Thursday, May 23, 2013
Crane-Station and I are combining our websites, so you will be seeing her articles on a regular basis.
We are putting together a plan to live-blog each morning and afternoon session of GZ’s trial similar to the way we covered the last motion hearing. We will do the same for the hearing on May 28th.
I will post an article 30 minutes before each session to preview it and update everyone. The article will have a link to livestream coverage.
We are soliciting your comments and recommendations, so please let us know what you would like us to do.
We will use the hearing next Tuesday, May 28th, to fine tune our approach.
I do not yet know whether jury selection will be livestreamed. Hopefully, it will so that we can share our thoughts regarding each juror.
I have much to teach regarding the art of jury selection.
I hope the Court permits the public to link to the juror questionnaires for easy reference during individual voir dire, but privacy concerns may prevail over our desire to know as much as possible about each juror and make informed choices about cause and peremptory challenges. This also would allow us to more accurately evaluate the performance of the lawyers.
Individual voir dire, as the name implies, involves questioning prospective jurors individually out of the presence of the others in order to prevent their answers from potentially influencing or poisoning the minds of other jurors. For example, this is the only way to effectively question prospective jurors regarding what information about the case they have been exposed to, from what sources, and whether they have formed an opinion about the case, the guilt or innocence of the accused, and the lawyers representing each side.
Personal questions regarding whether anyone has been a victim of a crime or accused of a crime also should be asked out of the presence of other jurors. Whether we will be permitted to observe that process remains to be seen.
Keep in mind that there is no limit to the number of challenges for cause that each side may assert. A challenge for cause is a formal request to the Court to excuse a prospective juror on the ground that they cannot or will not follow the jury instructions, which will be the law of the case. For example, a prospective juror who says she cannot presume the defendant innocent, given what she knows about the case, would be challenged for cause by the defense and excused for cause by the judge. The same result would happen to a prospective juror challenged for cause by the State, if he said that he had already decided that the defendant was innocent because TM was the aggressor and he had a right to kill him.
On the other hand, if either or both prospective jurors expressed less certainty and said they could put aside their personal beliefs and base their verdict only on the evidence admitted by the Court, the challenge for cause would be denied.
This unhappy result for the party that lost the challenge for cause would probably result in the use of a peremptory challenge to excuse the prospective juror. With three important exceptions, the party exercising a peremptory challenge does not have to give a reason to support or justify the challenge. The three exceptions are race, gender and religion.

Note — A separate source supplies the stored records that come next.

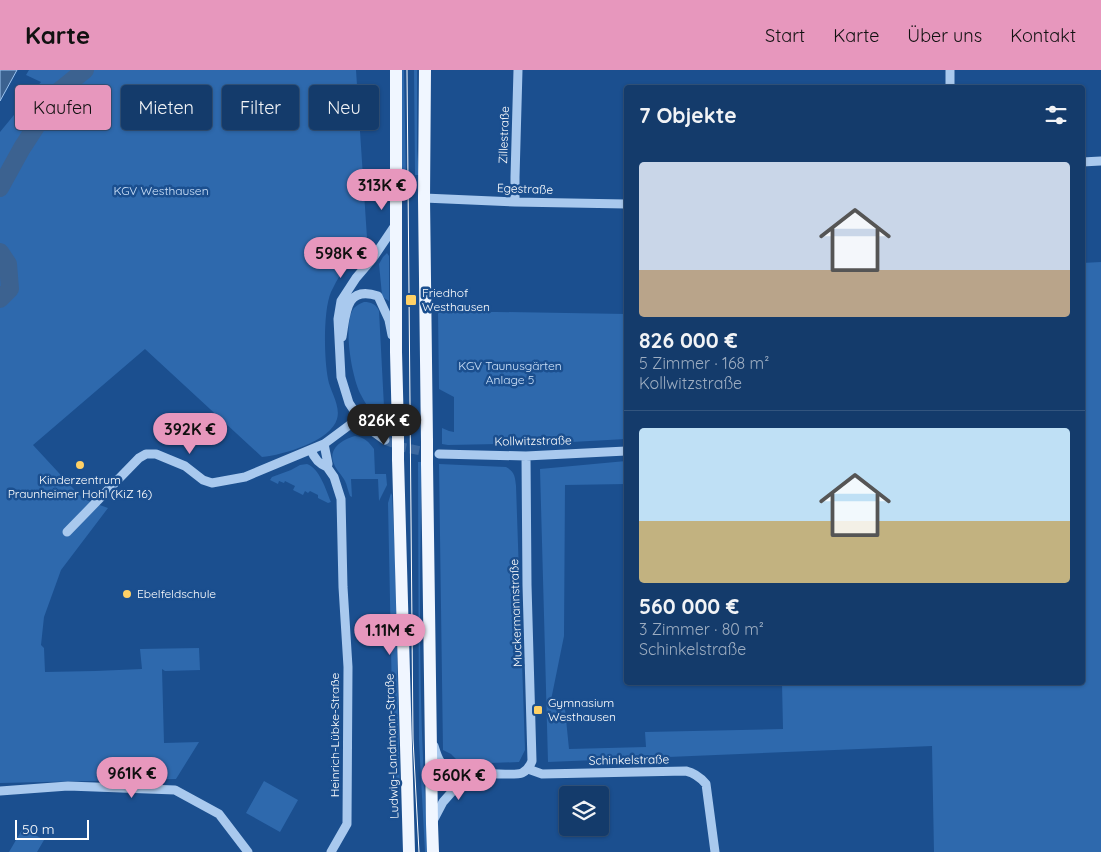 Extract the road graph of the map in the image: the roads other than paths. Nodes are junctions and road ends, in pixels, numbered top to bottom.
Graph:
1 (396, 70) edge
2 (425, 70) edge
3 (518, 70) edge
4 (950, 70) edge
5 (950, 85) edge
6 (1101, 161) edge
7 (1085, 162) edge
8 (424, 198) junction
9 (515, 202) junction
10 (624, 204) edge
11 (396, 224) junction
12 (340, 352) junction
13 (396, 352) junction
14 (359, 418) junction
15 (385, 440) tunnel mouth
16 (324, 444) junction
17 (311, 450) junction
18 (624, 451) edge
19 (439, 454) tunnel mouth
20 (526, 456) junction
21 (328, 467) junction
22 (67, 532) dead end
23 (431, 738) junction
24 (528, 769) junction
25 (481, 773) junction
26 (0, 791) edge
27 (432, 824) junction
28 (248, 852) edge
29 (331, 852) edge
30 (409, 852) edge
31 (434, 852) edge
32 (715, 852) edge

1 - 11 main road, Ludwig-Landmann-Straße
2 - 8 main road
3 - 9 street, Zillestraße
4 - 5 street
6 - 7 street
8 - 9 street, Egestraße
8 - 23 main road, bridge
9 - 10 street, Egestraße
11 - 12 street
11 - 13 main road, Ludwig-Landmann-Straße
12 - 13 street
12 - 14 street
13 - 30 main road, Ludwig-Landmann-Straße, bridge
14 - 15 street
14 - 16 street
16 - 17 street
16 - 21 street, Heinrich-Lübke-Straße
17 - 21 street, Heinrich-Lübke-Straße
17 - 22 street
18 - 20 street, Kollwitzstraße
19 - 20 street, Kollwitzstraße
20 - 24 street, Muckermannstraße
21 - 29 street, Heinrich-Lübke-Straße
23 - 25 street, Schinkelstraße
23 - 27 main road
24 - 25 street, Schinkelstraße
24 - 32 street, Schinkelstraße
25 - 27 street, Schinkelstraße
26 - 28 street
27 - 31 main road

You can reasonably expect the State will object to the defense using a peremptory challenge against a Black prospective juror. To survive the challenge, the defense will have to convince Judge Nelson that they have a reason independent of the prospective juror’s race to support the challenge.
Unless Judge Nelson increases the number of peremptory challenges, each side will get 3. A 6-person jury will decide the case.
For more information, click on Jury Selection in the Categories column on the right side of the web page or click here.
Finally, here’s a link to the latest from the Orlando Sentinel: New evidence in George Zimmerman case: Trayvon texted about being a fighter.
Rene Stutzman and Jeff Weiner breathlessly write:
The text messages about fighting may be the most damaging to the state.
Zimmerman says he acted in self-defense when he shot Trayvon, an unarmed black 17-year-old, in Sanford, Feb. 26, 2012.
Zimmerman described Trayvon to police as an aggressive young man who punched him, knocking him to the ground then climbed on top and began hammering his head onto a sidewalk.
In one text message Trayvon sent Nov. 22, 2011, he wrote about his unnamed opponent, “he got mo hits cause in da 1st round he had me on da ground an I couldn’t do ntn.”
In another text send Dec. 12 he acknowledged earning a reputation in the neighborhood – although because words were blacked out, it’s not clear what his reputation was. His reputation came, he wrote, because of “Duh way I fight nd duh golds (teeth) I had last year.”
Trayvon’s text messages also show that he was interested in guns. A few days before the shooting, he wrote an unidentified friend, “U wanna share a .380”
And about a week before that, he texted a young Miami woman who’s been described as his girlfriend, “U gotta gun?”
Her response: yes, although she did not have possession of it. “It my mommy but she buy for me,” the young woman wrote.
On November 22, 2011, three months before he was killed, he wrote a friend that his mother had ordered him to move out and that he had gotten in trouble for cutting classes.
“I promise my mom just told me I gotta move,” he wrote. Two minutes later, he wrote, “Da police caught me outta school.”
Circuit Judge Debra S. Nelson must now decide whether to allow jurors to learn about the text messages and photos. In paperwork filed earlier this month, Assistant State Attorney Bernie de la Rionda asked her to ban them, describing them as irrelevant.
Latest word on Jodi Arias: Jurors resumed deliberations this morning after reporting yesterday that they were deadlocked.